Source material Block Start
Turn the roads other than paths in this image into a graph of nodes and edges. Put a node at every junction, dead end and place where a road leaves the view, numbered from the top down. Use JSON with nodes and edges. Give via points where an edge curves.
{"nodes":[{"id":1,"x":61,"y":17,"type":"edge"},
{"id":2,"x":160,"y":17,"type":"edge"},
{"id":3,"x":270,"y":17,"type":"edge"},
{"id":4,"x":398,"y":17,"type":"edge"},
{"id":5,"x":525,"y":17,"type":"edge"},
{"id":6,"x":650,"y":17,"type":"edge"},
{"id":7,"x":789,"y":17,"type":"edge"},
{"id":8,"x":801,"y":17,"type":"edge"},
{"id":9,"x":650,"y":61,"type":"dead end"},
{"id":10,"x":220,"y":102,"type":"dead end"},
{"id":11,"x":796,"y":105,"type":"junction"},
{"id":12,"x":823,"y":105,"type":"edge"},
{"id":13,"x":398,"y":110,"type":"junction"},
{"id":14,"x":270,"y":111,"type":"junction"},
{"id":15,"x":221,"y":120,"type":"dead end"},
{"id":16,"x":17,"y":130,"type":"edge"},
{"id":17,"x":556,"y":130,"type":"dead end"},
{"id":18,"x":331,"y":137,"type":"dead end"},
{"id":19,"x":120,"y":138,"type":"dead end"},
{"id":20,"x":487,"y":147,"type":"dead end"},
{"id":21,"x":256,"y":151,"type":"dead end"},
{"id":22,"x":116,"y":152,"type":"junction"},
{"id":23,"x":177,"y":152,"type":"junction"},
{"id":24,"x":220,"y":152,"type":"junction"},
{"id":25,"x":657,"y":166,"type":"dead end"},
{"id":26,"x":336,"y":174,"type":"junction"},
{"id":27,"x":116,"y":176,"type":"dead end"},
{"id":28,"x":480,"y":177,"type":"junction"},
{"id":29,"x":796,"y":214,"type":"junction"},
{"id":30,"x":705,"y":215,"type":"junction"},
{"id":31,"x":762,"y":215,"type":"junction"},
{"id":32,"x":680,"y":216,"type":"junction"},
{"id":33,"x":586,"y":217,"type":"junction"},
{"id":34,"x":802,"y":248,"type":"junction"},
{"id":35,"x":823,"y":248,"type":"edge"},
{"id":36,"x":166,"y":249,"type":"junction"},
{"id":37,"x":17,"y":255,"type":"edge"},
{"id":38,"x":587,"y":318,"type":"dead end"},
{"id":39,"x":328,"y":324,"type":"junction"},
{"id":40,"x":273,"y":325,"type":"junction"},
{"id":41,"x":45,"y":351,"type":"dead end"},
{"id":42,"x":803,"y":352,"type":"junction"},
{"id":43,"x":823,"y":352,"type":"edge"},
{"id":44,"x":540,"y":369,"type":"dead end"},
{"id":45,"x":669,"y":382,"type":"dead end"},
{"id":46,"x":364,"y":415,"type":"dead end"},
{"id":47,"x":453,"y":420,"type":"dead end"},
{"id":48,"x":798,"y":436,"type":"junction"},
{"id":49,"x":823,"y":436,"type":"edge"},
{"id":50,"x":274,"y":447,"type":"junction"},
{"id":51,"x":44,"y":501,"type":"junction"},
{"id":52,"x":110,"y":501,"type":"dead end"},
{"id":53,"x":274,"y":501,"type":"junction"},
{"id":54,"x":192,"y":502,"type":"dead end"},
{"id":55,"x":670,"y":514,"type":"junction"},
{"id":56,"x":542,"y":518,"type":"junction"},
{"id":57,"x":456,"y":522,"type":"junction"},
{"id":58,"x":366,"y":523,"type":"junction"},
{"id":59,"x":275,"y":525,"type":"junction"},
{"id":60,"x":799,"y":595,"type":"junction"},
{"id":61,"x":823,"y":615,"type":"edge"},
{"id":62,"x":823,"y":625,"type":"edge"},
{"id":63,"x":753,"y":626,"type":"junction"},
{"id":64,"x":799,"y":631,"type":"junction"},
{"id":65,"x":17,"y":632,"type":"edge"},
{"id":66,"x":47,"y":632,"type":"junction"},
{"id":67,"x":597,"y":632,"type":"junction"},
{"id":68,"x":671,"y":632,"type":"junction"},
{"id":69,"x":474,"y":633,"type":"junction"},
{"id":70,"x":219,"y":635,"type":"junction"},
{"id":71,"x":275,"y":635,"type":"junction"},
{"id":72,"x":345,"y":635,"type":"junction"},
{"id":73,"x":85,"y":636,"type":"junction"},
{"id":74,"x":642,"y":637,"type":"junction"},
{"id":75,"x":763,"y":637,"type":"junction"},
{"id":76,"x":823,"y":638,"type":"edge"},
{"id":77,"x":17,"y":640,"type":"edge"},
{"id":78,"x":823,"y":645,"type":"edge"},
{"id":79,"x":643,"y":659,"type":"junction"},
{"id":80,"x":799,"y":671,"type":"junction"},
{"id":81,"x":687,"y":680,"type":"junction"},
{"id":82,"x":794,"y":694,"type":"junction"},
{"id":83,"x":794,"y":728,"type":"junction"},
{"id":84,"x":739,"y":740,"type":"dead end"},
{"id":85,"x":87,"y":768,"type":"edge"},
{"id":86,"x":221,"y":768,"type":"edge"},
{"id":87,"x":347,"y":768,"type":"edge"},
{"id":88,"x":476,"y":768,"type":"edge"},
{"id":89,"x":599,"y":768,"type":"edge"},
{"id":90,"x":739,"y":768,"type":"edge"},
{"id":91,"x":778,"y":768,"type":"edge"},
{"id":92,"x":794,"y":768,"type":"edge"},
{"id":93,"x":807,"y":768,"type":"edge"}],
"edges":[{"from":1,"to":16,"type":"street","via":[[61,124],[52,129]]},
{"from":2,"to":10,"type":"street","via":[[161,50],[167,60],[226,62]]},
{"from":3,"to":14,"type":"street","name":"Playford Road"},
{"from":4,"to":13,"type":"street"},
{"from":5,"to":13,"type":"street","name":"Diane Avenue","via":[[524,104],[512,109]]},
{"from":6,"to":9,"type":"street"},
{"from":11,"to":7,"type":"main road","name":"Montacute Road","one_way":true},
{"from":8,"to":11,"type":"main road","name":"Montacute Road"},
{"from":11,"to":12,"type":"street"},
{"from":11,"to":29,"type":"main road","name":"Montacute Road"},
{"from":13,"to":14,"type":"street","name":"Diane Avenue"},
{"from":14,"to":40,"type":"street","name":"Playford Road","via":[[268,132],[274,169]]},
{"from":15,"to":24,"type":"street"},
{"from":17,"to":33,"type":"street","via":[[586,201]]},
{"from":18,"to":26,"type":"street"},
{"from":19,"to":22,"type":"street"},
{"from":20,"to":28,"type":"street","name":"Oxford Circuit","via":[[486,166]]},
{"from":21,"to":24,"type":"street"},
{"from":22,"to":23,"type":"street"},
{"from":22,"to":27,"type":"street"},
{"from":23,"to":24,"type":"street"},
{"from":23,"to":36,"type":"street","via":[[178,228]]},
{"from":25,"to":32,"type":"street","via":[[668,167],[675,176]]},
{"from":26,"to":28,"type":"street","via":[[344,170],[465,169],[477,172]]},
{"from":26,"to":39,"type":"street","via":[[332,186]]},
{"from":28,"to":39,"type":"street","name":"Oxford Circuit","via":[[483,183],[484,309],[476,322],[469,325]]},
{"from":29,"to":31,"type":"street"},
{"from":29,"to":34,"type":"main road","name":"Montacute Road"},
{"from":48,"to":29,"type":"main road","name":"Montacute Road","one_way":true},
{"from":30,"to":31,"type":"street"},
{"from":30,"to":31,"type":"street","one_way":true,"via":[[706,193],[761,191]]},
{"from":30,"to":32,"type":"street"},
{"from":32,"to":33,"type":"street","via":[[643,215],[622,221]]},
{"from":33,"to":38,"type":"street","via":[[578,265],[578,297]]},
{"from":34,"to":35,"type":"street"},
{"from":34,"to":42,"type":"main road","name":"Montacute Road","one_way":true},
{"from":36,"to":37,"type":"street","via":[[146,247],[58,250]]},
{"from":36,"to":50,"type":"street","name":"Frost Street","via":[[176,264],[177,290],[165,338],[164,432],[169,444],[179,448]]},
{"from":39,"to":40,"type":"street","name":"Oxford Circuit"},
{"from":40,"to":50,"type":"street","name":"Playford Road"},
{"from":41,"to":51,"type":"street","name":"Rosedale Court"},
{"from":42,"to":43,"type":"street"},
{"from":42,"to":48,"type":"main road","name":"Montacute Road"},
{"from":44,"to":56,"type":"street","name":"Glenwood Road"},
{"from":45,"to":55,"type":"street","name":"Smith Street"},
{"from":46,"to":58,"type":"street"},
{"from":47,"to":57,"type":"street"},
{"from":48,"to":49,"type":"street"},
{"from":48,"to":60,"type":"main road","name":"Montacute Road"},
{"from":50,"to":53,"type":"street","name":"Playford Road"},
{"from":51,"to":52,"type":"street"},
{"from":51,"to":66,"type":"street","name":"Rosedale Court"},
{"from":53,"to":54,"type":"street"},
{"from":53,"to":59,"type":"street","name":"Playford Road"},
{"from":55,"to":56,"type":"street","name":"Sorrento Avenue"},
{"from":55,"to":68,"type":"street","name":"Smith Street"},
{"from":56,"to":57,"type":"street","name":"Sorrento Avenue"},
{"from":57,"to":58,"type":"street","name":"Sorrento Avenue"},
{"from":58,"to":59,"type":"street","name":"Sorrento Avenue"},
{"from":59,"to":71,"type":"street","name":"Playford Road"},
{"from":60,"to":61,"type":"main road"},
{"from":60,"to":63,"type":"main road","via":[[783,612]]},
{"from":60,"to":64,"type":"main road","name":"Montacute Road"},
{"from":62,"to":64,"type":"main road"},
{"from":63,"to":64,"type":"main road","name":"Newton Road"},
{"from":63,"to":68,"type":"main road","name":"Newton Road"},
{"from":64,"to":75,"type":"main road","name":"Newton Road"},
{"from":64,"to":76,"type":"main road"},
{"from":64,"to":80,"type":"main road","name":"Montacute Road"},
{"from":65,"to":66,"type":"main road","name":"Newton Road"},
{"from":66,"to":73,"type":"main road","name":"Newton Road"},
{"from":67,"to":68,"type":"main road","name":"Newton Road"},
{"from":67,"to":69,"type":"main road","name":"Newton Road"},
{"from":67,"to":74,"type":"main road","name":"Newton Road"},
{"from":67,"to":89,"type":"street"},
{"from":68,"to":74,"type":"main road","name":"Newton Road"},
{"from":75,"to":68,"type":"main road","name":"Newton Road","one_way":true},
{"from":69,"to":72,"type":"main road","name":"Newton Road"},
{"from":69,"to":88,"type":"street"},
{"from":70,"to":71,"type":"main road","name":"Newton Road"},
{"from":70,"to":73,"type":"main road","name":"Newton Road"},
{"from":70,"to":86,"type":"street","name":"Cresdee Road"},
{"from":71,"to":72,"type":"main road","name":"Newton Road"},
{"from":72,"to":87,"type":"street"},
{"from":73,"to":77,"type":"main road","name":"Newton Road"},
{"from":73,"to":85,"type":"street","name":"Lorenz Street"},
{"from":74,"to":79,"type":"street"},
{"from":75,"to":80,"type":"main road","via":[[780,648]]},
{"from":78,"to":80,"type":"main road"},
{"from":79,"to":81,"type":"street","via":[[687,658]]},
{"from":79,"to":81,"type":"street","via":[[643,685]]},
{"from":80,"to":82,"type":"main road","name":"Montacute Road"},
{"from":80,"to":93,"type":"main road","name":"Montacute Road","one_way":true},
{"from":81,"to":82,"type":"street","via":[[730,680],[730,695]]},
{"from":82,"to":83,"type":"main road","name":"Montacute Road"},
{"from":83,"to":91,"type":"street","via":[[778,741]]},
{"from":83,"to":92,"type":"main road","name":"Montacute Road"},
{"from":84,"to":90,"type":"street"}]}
Source material Block End
▸ **What is needed**: For every line above that has "nodes" in it, copy the line.

▸ **Solution below**:
Turn the roads other than paths in this image into a graph of nodes and edges. Put a node at every junction, dead end and place where a road leaves the view, numbered from the top down. Use JSON with nodes and edges. Give via points where an edge curves.
{"nodes":[{"id":1,"x":61,"y":17,"type":"edge"},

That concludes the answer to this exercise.